The Bombay Café That Changed Manchester
There are restaurants you visit and restaurants that become part of how you understand a city. Dishoom Manchester, which opened inside a magnificently restored former Freemasons' Hall on Bridge Street, belongs firmly to the second category. Since its arrival in Manchester, the queue outside on weekend mornings has become as much a feature of city life as the Beetham Tower or the Arndale.
The concept is rooted in the old Irani cafés of Bombay — those beloved, now-vanishing institutions where Zoroastrian immigrants ran all-day establishments serving tea, newspapers, and plates of eggs to every stratum of society.

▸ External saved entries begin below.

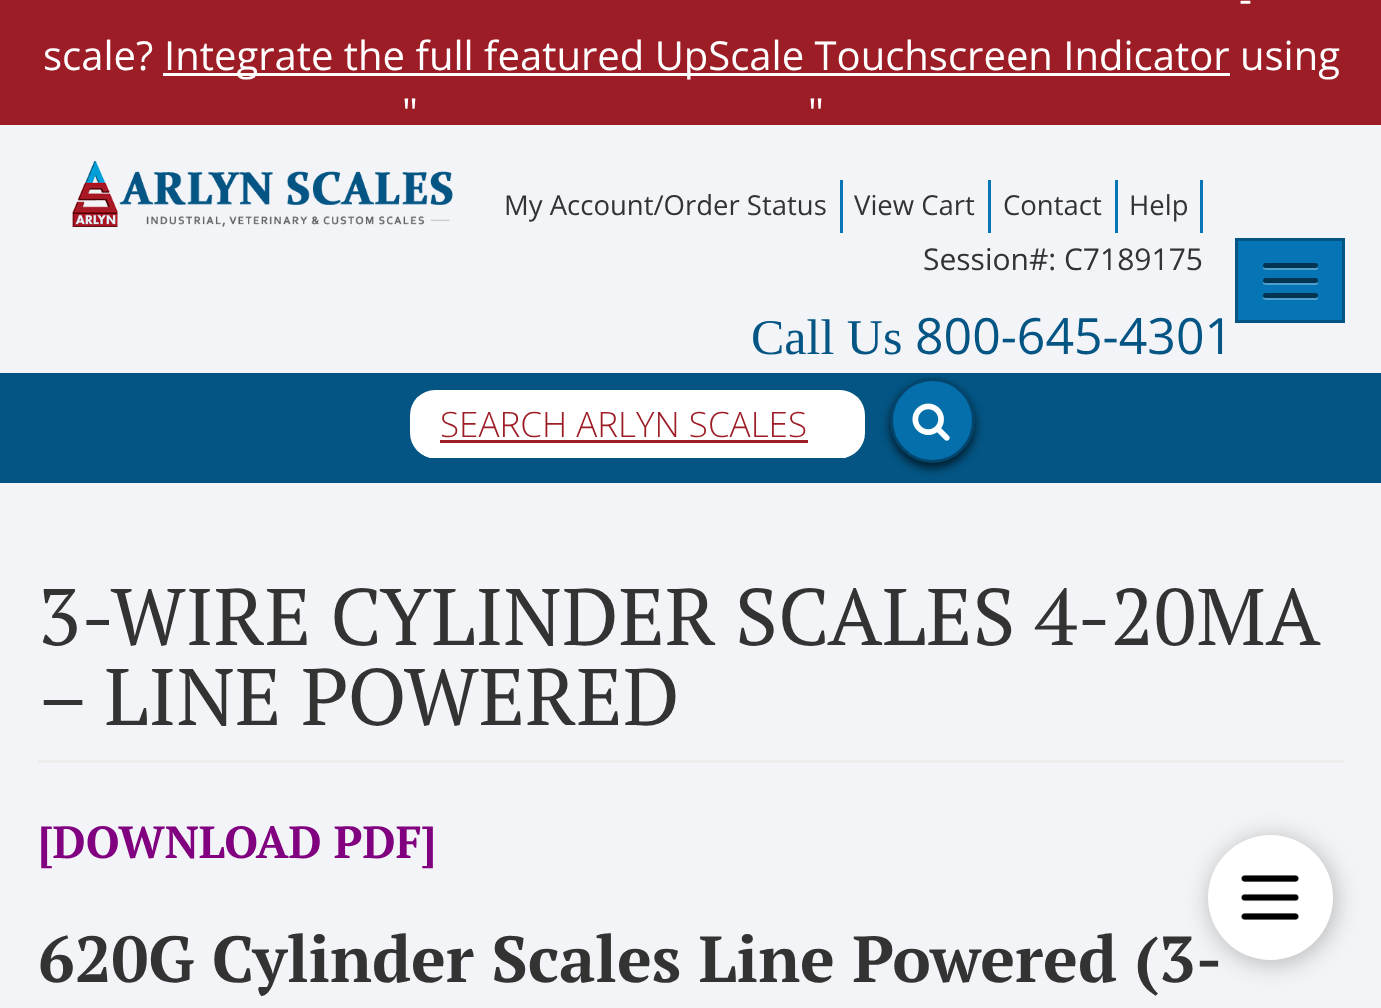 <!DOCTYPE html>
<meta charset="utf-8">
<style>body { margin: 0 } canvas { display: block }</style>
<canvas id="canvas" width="1381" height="1008"></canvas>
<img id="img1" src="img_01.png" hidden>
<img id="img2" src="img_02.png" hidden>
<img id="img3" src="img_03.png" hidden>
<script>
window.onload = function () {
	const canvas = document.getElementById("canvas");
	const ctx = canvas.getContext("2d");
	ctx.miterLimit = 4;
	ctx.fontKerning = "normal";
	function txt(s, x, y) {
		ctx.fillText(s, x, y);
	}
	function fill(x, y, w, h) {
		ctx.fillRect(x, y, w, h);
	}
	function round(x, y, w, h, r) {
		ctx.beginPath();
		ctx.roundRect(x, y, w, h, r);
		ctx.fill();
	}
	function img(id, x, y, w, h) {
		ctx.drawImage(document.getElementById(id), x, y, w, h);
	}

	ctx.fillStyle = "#F2F4F7";
	fill(0, 0, 1381, 1008);
	ctx.fillStyle = "#9D1D26";
	fill(0, 0, 1381, 125);
	ctx.fillStyle = "#FFFFFF";
	fill(163, 73, 1067, 3);
	img("img1", 72, 161, 381, 66);
	ctx.fillStyle = "#0675B6";
	fill(840, 180, 3, 53);
	fill(988, 180, 3, 53);
	fill(1115, 180, 3, 53);
	fill(1200, 180, 3, 53);
	ctx.beginPath();
	ctx.rect(1236.5, 239.5, 107, 82);
	ctx.fill();
	ctx.strokeStyle = "#045584";
	ctx.lineWidth = 3;
	ctx.stroke();
	ctx.fillStyle = "#519ECC";
	ctx.beginPath();
	ctx.moveTo(1263, 267);
	ctx.bezierCurveTo(1262, 271, 1269, 270, 1274, 270);
	ctx.lineTo(1316, 270);
	ctx.bezierCurveTo(1318, 270, 1319, 267, 1317, 266);
	ctx.lineTo(1316, 267);
	ctx.bezierCurveTo(1315, 268, 1269, 268, 1265, 267);
	ctx.closePath();
	ctx.fill();
	ctx.fillStyle = "#033553";
	round(1263, 263, 55, 5, 2.5);
	ctx.fillStyle = "#519ECC";
	ctx.beginPath();
	ctx.moveTo(1263, 282);
	ctx.bezierCurveTo(1262, 286, 1269, 285, 1274, 285);
	ctx.lineTo(1316, 285);
	ctx.bezierCurveTo(1318, 285, 1319, 282, 1317, 281);
	ctx.lineTo(1316, 282);
	ctx.bezierCurveTo(1315, 283, 1269, 283, 1265, 282);
	ctx.closePath();
	ctx.fill();
	ctx.fillStyle = "#033553";
	round(1263, 278, 55, 5, 2.5);
	ctx.fillStyle = "#519ECC";
	ctx.beginPath();
	ctx.moveTo(1263, 297);
	ctx.bezierCurveTo(1262, 301, 1269, 300, 1274, 300);
	ctx.lineTo(1316, 300);
	ctx.bezierCurveTo(1318, 300, 1319, 297, 1317, 296);
	ctx.lineTo(1316, 297);
	ctx.bezierCurveTo(1315, 298, 1269, 298, 1265, 297);
	ctx.closePath();
	ctx.fill();
	ctx.fillStyle = "#033553";
	round(1263, 293, 55, 5, 2.5);
	ctx.fillStyle = "#045584";
	fill(0, 373, 1381, 110);
	ctx.fillStyle = "#FFFFFF";
	round(410, 390, 455, 68, 25);
	ctx.beginPath();
	ctx.moveTo(845, 458);
	ctx.bezierCurveTo(856, 455, 865, 444, 865, 432);
	ctx.bezierCurveTo(865, 445, 854, 455, 840, 455);
	ctx.lineTo(435, 455);
	ctx.bezierCurveTo(421, 455, 410, 445, 410, 432);
	ctx.bezierCurveTo(410, 444, 419, 455, 430, 458);
	ctx.closePath();
	ctx.fill();
	ctx.fillStyle = "#9D1D26";
	fill(440, 440, 368, 3);
	ctx.fillStyle = "rgba(0, 0, 0, 0.7)";
	ctx.filter = "blur(5px)";
	ctx.beginPath();
	ctx.roundRect(890, 383, 85, 85, 42.5);
	ctx.fill();
	ctx.filter = "none";
	ctx.fillStyle = "#056FAC";
	ctx.beginPath();
	ctx.arc(932.5, 420.5, 41, 0, Math.PI * 2);
	ctx.fill();
	ctx.strokeStyle = "#03456B";
	ctx.stroke();
	img("img2", 912, 403, 38, 38);
	ctx.fillStyle = "#EEEEEE";
	fill(38, 760, 1307, 3);
	ctx.fillStyle = "#B4B4B4";
	ctx.filter = "blur(12.5px)";
	ctx.beginPath();
	ctx.roundRect(1210, 838, 125, 125, 62.5);
	ctx.fill();
	ctx.filter = "none";
	ctx.font = "40px Open Sans";
	ctx.fillStyle = "#FFFFFF";
	txt("-", 1239, 13);
	txt("scale?", 43, 70);
	txt("Integrate the full featured UpScale Touchscreen Indicator using", 164, 70);
	txt("\"", 402, 127);
	txt("\"", 808, 127);
	ctx.font = "27.5px Open Sans";
	ctx.fillStyle = "#333333";
	txt("My Account/Order Status", 504, 215);
	txt("View Cart", 854, 215);
	txt("Contact", 1003, 215);
	txt("Help", 1129, 215);
	ctx.font = "30px Open Sans";
	txt("Session#: C7189175", 923, 270);
	ctx.font = "50px Liberation Serif";
	ctx.fillStyle = "#045584";
	txt("Call Us", 751, 354);
	ctx.font = "50px Open Sans";
	txt("800-645-4301", 915, 354);
	ctx.font = "300 35px Open Sans";
	ctx.fillStyle = "#9D1D26";
	txt("SEARCH ARLYN SCALES", 440, 437);
	ctx.wordSpacing = "-0.5px";
	ctx.font = "80px PT Serif";
	ctx.fillStyle = "#333333";
	txt("3-WIRE CYLINDER SCALES 4-20MA", 38, 645);
	ctx.wordSpacing = "0px";
	txt("– LINE POWERED", 38, 725);
	ctx.font = "bold 45px PT Serif";
	ctx.fillStyle = "#800080";
	txt("[DOWNLOAD PDF]", 38, 858);
	ctx.font = "bold 65px PT Serif";
	ctx.fillStyle = "#333333";
	txt("620G Cylinder Scales Line Powered (3-", 38, 982);
	ctx.fillStyle = "#FFFFFF";
	ctx.beginPath();
	ctx.arc(1270.5, 897.5, 62.5, 0, Math.PI * 2);
	ctx.fill();
	img("img3", 1241, 875, 58, 45);
};
</script>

Dishoom honours that tradition with a fidelity that goes well beyond décor: the menu is structured around genuine Bombay comfort food, executed with ingredients sourced obsessively and cooked with care that would embarrass many fine dining kitchens.
The bacon naan roll — available at breakfast only — has become one of the most discussed dishes in Manchester's recent history. The black daal, simmered for 24 hours, is one of the finest versions of this dish served anywhere in Britain. The house black pepper chicken, the chilli paneer, the lamb raan — each arrives with a confidence and depth of flavour that makes ordering feel almost beside the point. The Permit Room bar programme delivers some of Manchester's most considered cocktails in a space that channels 1960s Bombay at its most glamorous.
Dishoom is open from breakfast through to midnight, seven days a week, making it one of the most versatile addresses in the city. Walk-ins are accepted but waits can be long at peak times. Reservations are available for dinner only; the morning queue for bacon naan rolls is its own rite of passage.
Best Occasion: First Date
Dishoom is the rare first date restaurant that removes every layer of anxiety simultaneously. The room is spectacular enough to impress without being intimidating. The menu is broad enough that no dietary preference causes embarrassment. The prices mean neither person leaves calculating damage. And the atmosphere — warm, buzzing, shot through with the sound of conversation and the smell of cardamom — is precisely the environment in which people open up.
It is equally essential for a team dinner — the sharing format naturally creates collective experience — and the group-friendly booking policies make logistics manageable. For birthdays, the energy of the room and the generosity of the menu make it an effortlessly celebratory choice at a price that leaves room for a second round of cocktails.